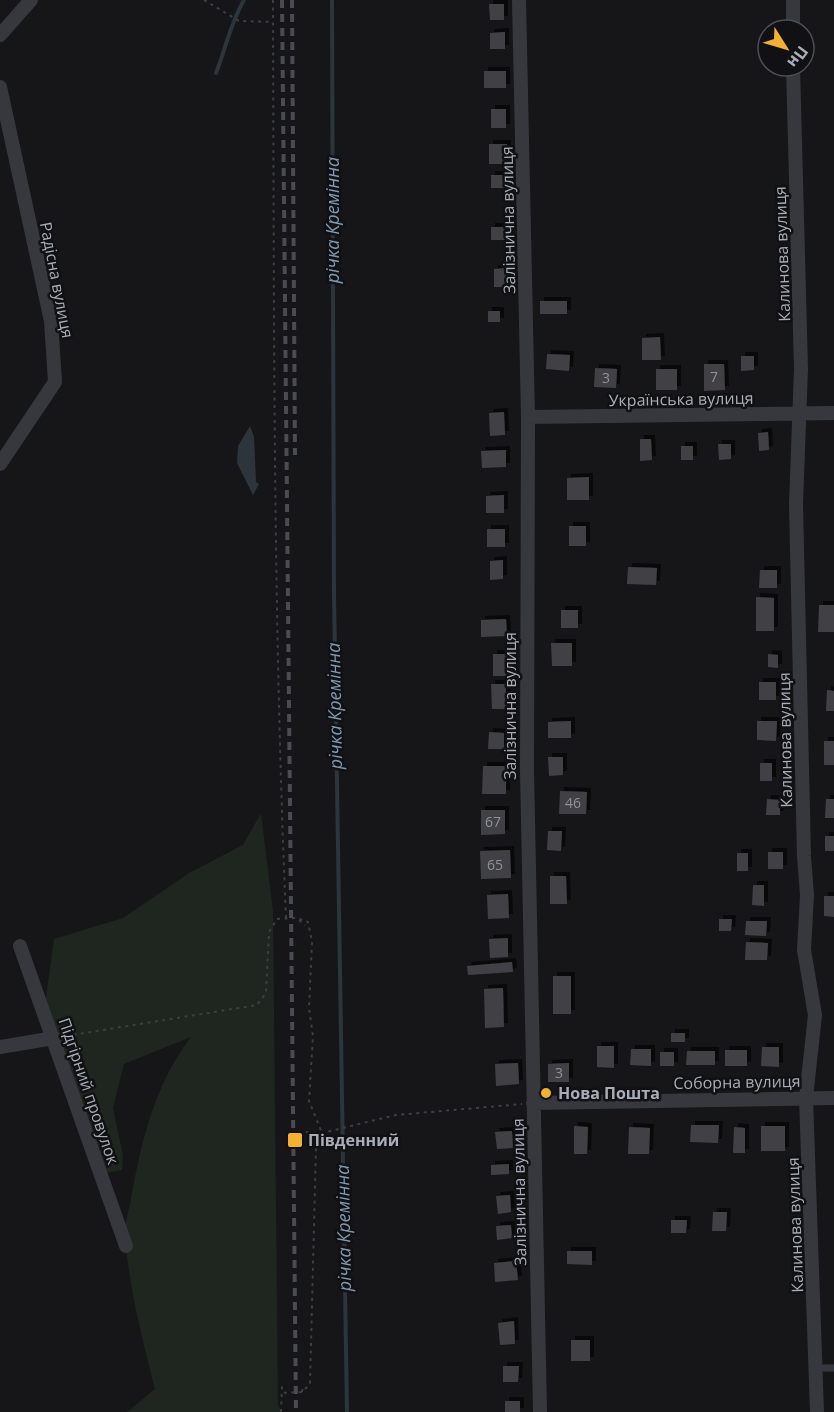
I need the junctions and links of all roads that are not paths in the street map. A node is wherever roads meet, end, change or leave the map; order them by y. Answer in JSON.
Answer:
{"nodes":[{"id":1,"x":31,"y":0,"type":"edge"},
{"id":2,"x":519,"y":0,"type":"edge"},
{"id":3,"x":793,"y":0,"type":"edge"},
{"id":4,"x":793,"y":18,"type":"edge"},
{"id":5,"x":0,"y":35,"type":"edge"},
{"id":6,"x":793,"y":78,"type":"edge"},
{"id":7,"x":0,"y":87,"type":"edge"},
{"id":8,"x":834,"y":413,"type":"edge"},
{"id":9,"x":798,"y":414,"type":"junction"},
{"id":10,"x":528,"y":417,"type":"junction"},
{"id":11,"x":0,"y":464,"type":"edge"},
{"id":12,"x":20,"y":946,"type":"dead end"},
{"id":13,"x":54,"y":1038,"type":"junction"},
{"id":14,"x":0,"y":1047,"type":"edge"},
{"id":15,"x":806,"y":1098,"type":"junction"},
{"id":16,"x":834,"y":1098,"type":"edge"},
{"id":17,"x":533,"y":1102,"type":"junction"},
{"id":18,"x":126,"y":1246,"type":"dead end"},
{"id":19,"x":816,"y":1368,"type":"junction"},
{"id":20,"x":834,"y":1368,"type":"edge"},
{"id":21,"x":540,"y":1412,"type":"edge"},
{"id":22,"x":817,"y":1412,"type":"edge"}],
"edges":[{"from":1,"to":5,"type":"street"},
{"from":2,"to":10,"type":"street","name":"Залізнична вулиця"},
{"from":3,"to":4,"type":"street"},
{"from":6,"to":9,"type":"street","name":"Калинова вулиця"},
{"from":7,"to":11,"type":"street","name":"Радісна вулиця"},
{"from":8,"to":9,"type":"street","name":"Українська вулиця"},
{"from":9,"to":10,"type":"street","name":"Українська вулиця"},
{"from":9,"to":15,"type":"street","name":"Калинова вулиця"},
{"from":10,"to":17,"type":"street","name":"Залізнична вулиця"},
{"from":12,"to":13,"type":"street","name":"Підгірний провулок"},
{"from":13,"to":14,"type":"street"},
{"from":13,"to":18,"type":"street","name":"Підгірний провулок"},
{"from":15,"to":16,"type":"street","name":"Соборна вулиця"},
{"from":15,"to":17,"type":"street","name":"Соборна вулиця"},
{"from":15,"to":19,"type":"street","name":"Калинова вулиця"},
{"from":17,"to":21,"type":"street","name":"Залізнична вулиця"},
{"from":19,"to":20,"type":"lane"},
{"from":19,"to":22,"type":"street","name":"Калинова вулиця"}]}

────────

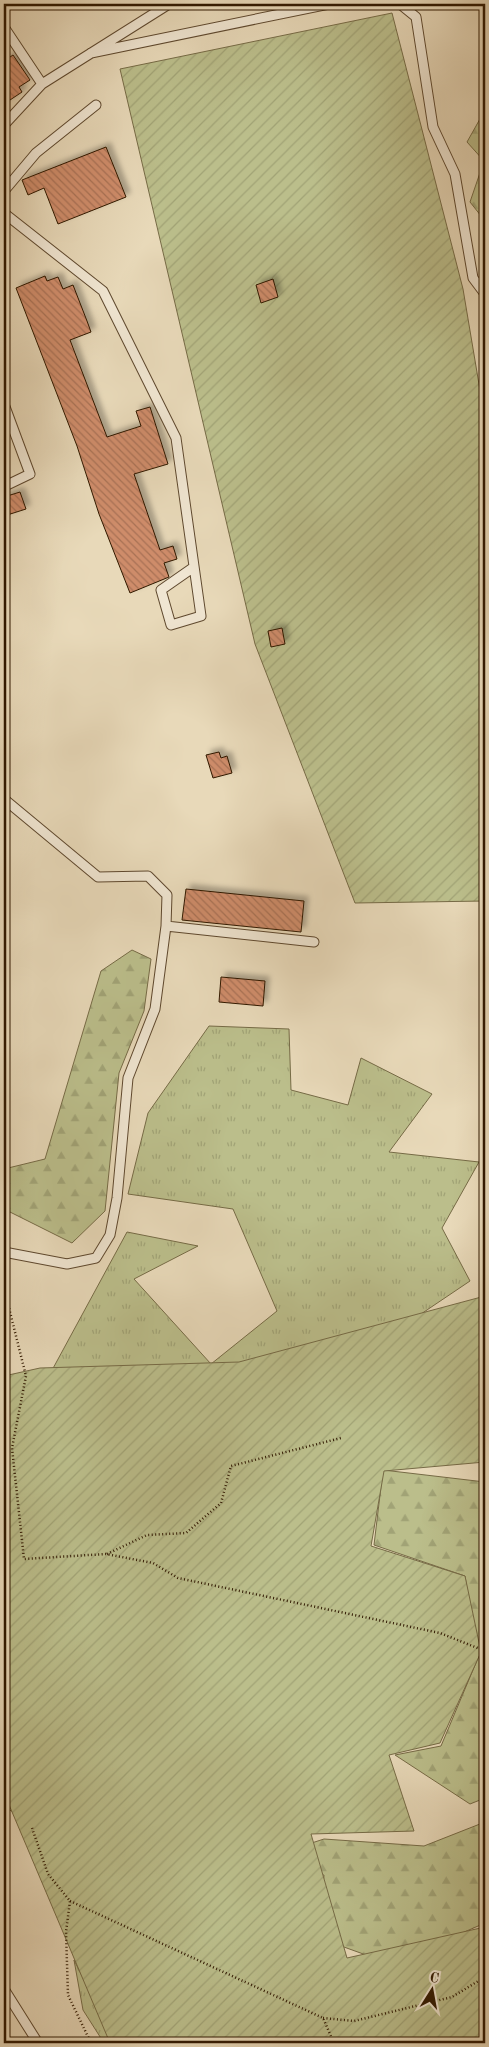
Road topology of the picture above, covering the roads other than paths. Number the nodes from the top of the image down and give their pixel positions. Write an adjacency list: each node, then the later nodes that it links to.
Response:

────────

In the entries above, find each line with the string "that" and copy it.

I need the junctions and links of all roads that are not paths in the street map. A node is wherever roads meet, end, change or leave the map; order them by y. Answer in JSON.
Road topology of the picture above, covering the roads other than paths. Number the nodes from the top of the image down and give their pixel positions. Write an adjacency list: each node, then the later nodes that it links to.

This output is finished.